Problem to solve >>
Repeat the data exactly as given below, dropping every picture.

Dataset records >>
◆ ◆ ◆ ◆

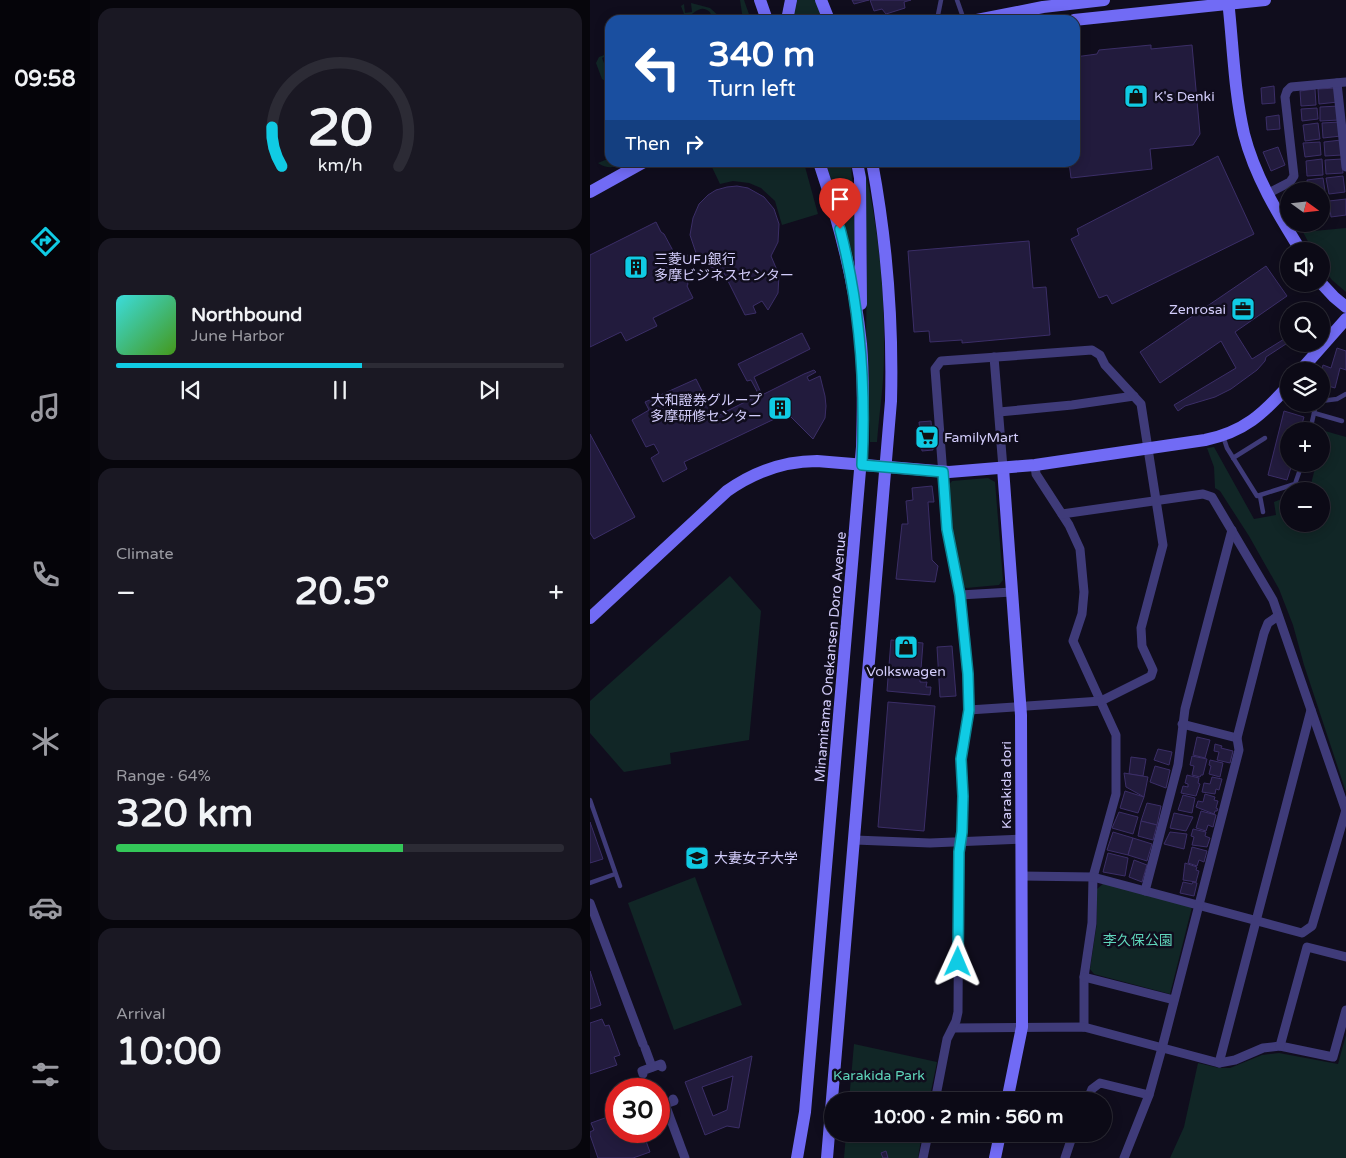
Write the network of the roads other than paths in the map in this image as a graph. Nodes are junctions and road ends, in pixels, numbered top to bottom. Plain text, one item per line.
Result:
1 (760, 0) edge
2 (791, 0) edge
3 (821, 0) edge
4 (941, 0) edge
5 (957, 0) edge
6 (1104, 0) edge
7 (1265, 0) edge
8 (1228, 2) edge
9 (765, 15) edge
10 (788, 15) edge
11 (827, 15) edge
12 (938, 15) edge
13 (962, 15) edge
14 (1002, 15) edge
15 (1080, 19) edge
16 (1342, 82) edge
17 (635, 167) edge
18 (821, 167) edge
19 (858, 167) edge
20 (873, 167) edge
21 (1346, 167) edge
22 (590, 192) edge
23 (1267, 194) junction
24 (1296, 242) edge
25 (1330, 292) edge
26 (1346, 307) edge
27 (1346, 319) edge
28 (861, 344) junction
29 (994, 357) junction
30 (1308, 362) edge
31 (1346, 394) edge
32 (1280, 395) edge
33 (1134, 396) junction
34 (1330, 400) edge
35 (999, 412) junction
36 (1314, 413) joint
37 (1342, 421) dead end
38 (1312, 422) edge
39 (1223, 436) junction
40 (1265, 438) dead end
41 (1148, 448) junction
42 (1233, 458) junction
43 (862, 465) junction
44 (1035, 465) junction
45 (887, 467) junction
46 (1003, 468) junction
47 (943, 472) junction
48 (1299, 472) edge
49 (1260, 496) junction
50 (1156, 500) junction
51 (1262, 512) dead end
52 (1062, 514) junction
53 (1232, 530) junction
54 (1012, 592) junction
55 (960, 595) junction
56 (1278, 616) junction
57 (590, 618) edge
58 (1101, 701) junction
59 (1020, 706) junction
60 (1311, 709) junction
61 (969, 710) junction
62 (1182, 724) junction
63 (1237, 738) junction
64 (590, 800) edge
65 (1346, 811) edge
66 (1022, 839) junction
67 (855, 840) junction
68 (960, 841) junction
69 (615, 874) junction
70 (1022, 876) junction
71 (1093, 877) junction
72 (590, 883) edge
73 (620, 886) dead end
74 (1145, 891) junction
75 (590, 903) edge
76 (1198, 905) junction
77 (1257, 921) junction
78 (1346, 957) edge
79 (1084, 977) junction
80 (1174, 1000) junction
81 (1346, 1010) edge
82 (1022, 1027) junction
83 (1084, 1027) junction
84 (953, 1028) junction
85 (1280, 1046) junction
86 (1162, 1048) junction
87 (1219, 1062) junction
88 (662, 1067) dead end
89 (652, 1068) junction
90 (643, 1074) dead end
91 (833, 1092) edge
92 (937, 1092) edge
93 (1009, 1092) edge
94 (1091, 1092) edge
95 (1149, 1095) junction
96 (673, 1099) dead end
97 (670, 1102) edge
98 (670, 1124) edge
99 (824, 1142) edge
100 (828, 1142) edge
101 (926, 1142) edge
102 (998, 1142) edge
103 (1070, 1142) edge
104 (684, 1158) edge
105 (798, 1158) edge
106 (820, 1158) edge
107 (827, 1158) edge
108 (923, 1158) edge
109 (995, 1158) edge
110 (1065, 1158) edge
111 (1124, 1158) edge

1 - 9 main road
2 - 10 main road
3 - 11 main road
4 - 12 lane
5 - 13 lane
6 - 14 main road
7 - 8 main road
8 - 15 main road
8 - 23 main road
16 - 21 street
16 - 23 street
17 - 22 main road
18 - 28 main road, Minamitama Onekansen Doro Avenue
19 - 28 main road
20 - 45 main road
23 - 24 main road
25 - 26 main road
27 - 30 main road
28 - 43 main road, Minamitama Onekansen Doro Avenue
29 - 33 street
29 - 35 street
29 - 47 street
31 - 34 lane
32 - 39 main road
33 - 35 street
33 - 41 street
35 - 46 street
36 - 37 lane
36 - 38 lane
39 - 41 main road
39 - 42 lane
40 - 42 lane
41 - 44 main road
41 - 50 street
42 - 49 lane
43 - 45 main road
43 - 57 main road
43 - 105 main road, Minamitama Onekansen Doro Avenue
44 - 46 main road
44 - 52 street
45 - 47 main road
45 - 67 main road
46 - 47 main road
46 - 54 main road, Karakida dori
47 - 55 street
48 - 49 lane
49 - 51 lane
50 - 52 street
50 - 53 street
50 - 58 street
52 - 58 street
53 - 56 street
53 - 62 street
54 - 55 street
54 - 59 main road, Karakida dori
55 - 61 street
56 - 60 street
56 - 63 street
58 - 59 street
58 - 71 street
59 - 61 street
59 - 66 main road, Karakida dori
60 - 65 street
60 - 77 street
61 - 68 street
62 - 63 street
62 - 74 street
63 - 76 street
64 - 69 lane
65 - 77 street
66 - 68 street
66 - 70 main road, Karakida dori
67 - 68 street
67 - 91 main road
68 - 84 street
69 - 72 lane
69 - 73 lane
70 - 71 street
70 - 82 main road, Karakida dori
71 - 74 street
71 - 79 street
74 - 76 street
75 - 89 street
76 - 77 street
76 - 80 street
77 - 87 street
78 - 85 street
79 - 80 street
79 - 83 street
80 - 86 street
81 - 85 street
82 - 83 street
82 - 84 street
82 - 93 main road, Karakida dori
83 - 86 street
84 - 92 street
85 - 87 street
86 - 87 street
86 - 95 street
88 - 89 street
89 - 90 street
94 - 95 street
95 - 111 street
96 - 97 street
98 - 104 street
99 - 106 main road
100 - 107 main road
101 - 108 street
102 - 109 main road
103 - 110 street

◆ ◆ ◆ ◆

Output for this task >>
Write the network of the roads other than paths in the map in this image as a graph. Nodes are junctions and road ends, in pixels, numbered top to bottom. Plain text, one item per line.
Result:
1 (760, 0) edge
2 (791, 0) edge
3 (821, 0) edge
4 (941, 0) edge
5 (957, 0) edge
6 (1104, 0) edge
7 (1265, 0) edge
8 (1228, 2) edge
9 (765, 15) edge
10 (788, 15) edge
11 (827, 15) edge
12 (938, 15) edge
13 (962, 15) edge
14 (1002, 15) edge
15 (1080, 19) edge
16 (1342, 82) edge
17 (635, 167) edge
18 (821, 167) edge
19 (858, 167) edge
20 (873, 167) edge
21 (1346, 167) edge
22 (590, 192) edge
23 (1267, 194) junction
24 (1296, 242) edge
25 (1330, 292) edge
26 (1346, 307) edge
27 (1346, 319) edge
28 (861, 344) junction
29 (994, 357) junction
30 (1308, 362) edge
31 (1346, 394) edge
32 (1280, 395) edge
33 (1134, 396) junction
34 (1330, 400) edge
35 (999, 412) junction
36 (1314, 413) joint
37 (1342, 421) dead end
38 (1312, 422) edge
39 (1223, 436) junction
40 (1265, 438) dead end
41 (1148, 448) junction
42 (1233, 458) junction
43 (862, 465) junction
44 (1035, 465) junction
45 (887, 467) junction
46 (1003, 468) junction
47 (943, 472) junction
48 (1299, 472) edge
49 (1260, 496) junction
50 (1156, 500) junction
51 (1262, 512) dead end
52 (1062, 514) junction
53 (1232, 530) junction
54 (1012, 592) junction
55 (960, 595) junction
56 (1278, 616) junction
57 (590, 618) edge
58 (1101, 701) junction
59 (1020, 706) junction
60 (1311, 709) junction
61 (969, 710) junction
62 (1182, 724) junction
63 (1237, 738) junction
64 (590, 800) edge
65 (1346, 811) edge
66 (1022, 839) junction
67 (855, 840) junction
68 (960, 841) junction
69 (615, 874) junction
70 (1022, 876) junction
71 (1093, 877) junction
72 (590, 883) edge
73 (620, 886) dead end
74 (1145, 891) junction
75 (590, 903) edge
76 (1198, 905) junction
77 (1257, 921) junction
78 (1346, 957) edge
79 (1084, 977) junction
80 (1174, 1000) junction
81 (1346, 1010) edge
82 (1022, 1027) junction
83 (1084, 1027) junction
84 (953, 1028) junction
85 (1280, 1046) junction
86 (1162, 1048) junction
87 (1219, 1062) junction
88 (662, 1067) dead end
89 (652, 1068) junction
90 (643, 1074) dead end
91 (833, 1092) edge
92 (937, 1092) edge
93 (1009, 1092) edge
94 (1091, 1092) edge
95 (1149, 1095) junction
96 (673, 1099) dead end
97 (670, 1102) edge
98 (670, 1124) edge
99 (824, 1142) edge
100 (828, 1142) edge
101 (926, 1142) edge
102 (998, 1142) edge
103 (1070, 1142) edge
104 (684, 1158) edge
105 (798, 1158) edge
106 (820, 1158) edge
107 (827, 1158) edge
108 (923, 1158) edge
109 (995, 1158) edge
110 (1065, 1158) edge
111 (1124, 1158) edge

1 - 9 main road
2 - 10 main road
3 - 11 main road
4 - 12 lane
5 - 13 lane
6 - 14 main road
7 - 8 main road
8 - 15 main road
8 - 23 main road
16 - 21 street
16 - 23 street
17 - 22 main road
18 - 28 main road, Minamitama Onekansen Doro Avenue
19 - 28 main road
20 - 45 main road
23 - 24 main road
25 - 26 main road
27 - 30 main road
28 - 43 main road, Minamitama Onekansen Doro Avenue
29 - 33 street
29 - 35 street
29 - 47 street
31 - 34 lane
32 - 39 main road
33 - 35 street
33 - 41 street
35 - 46 street
36 - 37 lane
36 - 38 lane
39 - 41 main road
39 - 42 lane
40 - 42 lane
41 - 44 main road
41 - 50 street
42 - 49 lane
43 - 45 main road
43 - 57 main road
43 - 105 main road, Minamitama Onekansen Doro Avenue
44 - 46 main road
44 - 52 street
45 - 47 main road
45 - 67 main road
46 - 47 main road
46 - 54 main road, Karakida dori
47 - 55 street
48 - 49 lane
49 - 51 lane
50 - 52 street
50 - 53 street
50 - 58 street
52 - 58 street
53 - 56 street
53 - 62 street
54 - 55 street
54 - 59 main road, Karakida dori
55 - 61 street
56 - 60 street
56 - 63 street
58 - 59 street
58 - 71 street
59 - 61 street
59 - 66 main road, Karakida dori
60 - 65 street
60 - 77 street
61 - 68 street
62 - 63 street
62 - 74 street
63 - 76 street
64 - 69 lane
65 - 77 street
66 - 68 street
66 - 70 main road, Karakida dori
67 - 68 street
67 - 91 main road
68 - 84 street
69 - 72 lane
69 - 73 lane
70 - 71 street
70 - 82 main road, Karakida dori
71 - 74 street
71 - 79 street
74 - 76 street
75 - 89 street
76 - 77 street
76 - 80 street
77 - 87 street
78 - 85 street
79 - 80 street
79 - 83 street
80 - 86 street
81 - 85 street
82 - 83 street
82 - 84 street
82 - 93 main road, Karakida dori
83 - 86 street
84 - 92 street
85 - 87 street
86 - 87 street
86 - 95 street
88 - 89 street
89 - 90 street
94 - 95 street
95 - 111 street
96 - 97 street
98 - 104 street
99 - 106 main road
100 - 107 main road
101 - 108 street
102 - 109 main road
103 - 110 street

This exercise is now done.